Вечер этого бурного дня я, помнится, провел дома. На другой день, часам к двум, я отправился в Городскую думу. Утром наш Центр. Комитет собрался в доме графини С. В. Паниной и продолжал ежедневно собираться в течение ближайших 10–15 дней, то у Паниной, то у В. А. Степанова – раз у Кутлера, в тот день, когда юнкерами была произведена попытка захвата телефонной станции. Днем ежедневно собиралась Городская дума, а по вечерам – образовавшийся немедленно после переворота «Комитет спасения родины и революции» заседал в Училище правоведения, воспользовавшись помещением Крестьянского союза.
Городская дума в эти дни напоминала собой огромный растревоженный муравейник. Все залы, комнаты, кулуары, лестницы кишели людьми. Кого только тут не приходилось встречать! Но увы, только в самые первые дни можно было предаваться иллюзиям и думать, что Городская дума вместе с Комитетом спасения смогут стать каким-то организующим центром, который окажет большевикам сильное сопротивление. Очень скоро стало ясно, что никакой действительной, организованной силы в их распоряжении не имеется. К числу самых тяжелых моих воспоминаний я отношу воспоминание о поездке – вместе с Авксентьевым и, помнится, Шрейдером (городским головой) и Исаевым (председателем городской думы) к английскому послу Бьюкенену. Поездка эта была предпринята на другой день после переворота.
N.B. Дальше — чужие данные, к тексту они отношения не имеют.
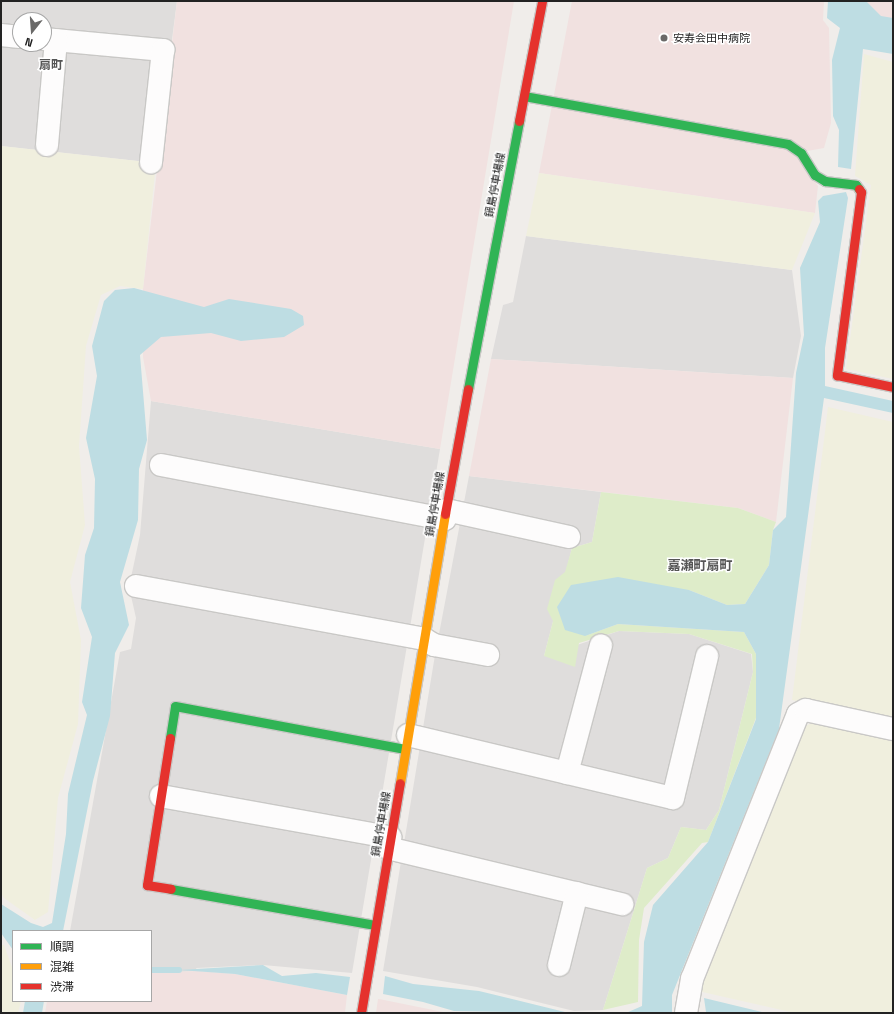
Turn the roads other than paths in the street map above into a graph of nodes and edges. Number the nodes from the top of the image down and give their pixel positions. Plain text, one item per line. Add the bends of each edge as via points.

Она имела целью «успокоить» посла, уверить его, что успех большевистского восстания – чисто кажущийся, мишурный, что Керенский ведет целый корпус на выручку Петербурга и Вр. правительства… Бог знает, в какой степени сами мы верили этим успокоительным заявлениям… Бьюкенен, которого я видел перед своей поездкой в Англию в январе 1916 года в этом самом кабинете, где он теперь нас принимал, был расстроен и угнетен. Разговор плохо клеился, тем более что Авксентьев с трудом изъяснялся по-французски. При упоминании об ожидаемом корпусе посол несколько оживился, но все же в общем этот никчемный визит оставил у меня отвратительное впечатление. Вспоминались широковещательные речи при приеме послов Вр. Правительством в Мариинском дворце, – речи, звучавшие уверенностью в силе правительства и в величии революции, – и невольно сопоставлялся тот момент, такой еще недавний, с позорными переживаниями большевистского coup de main. Как известно, ближайшие же дни обнаружили всю тщету надежд на военную силу, закончившись разгромом казаков Краснова и бегством Керенского.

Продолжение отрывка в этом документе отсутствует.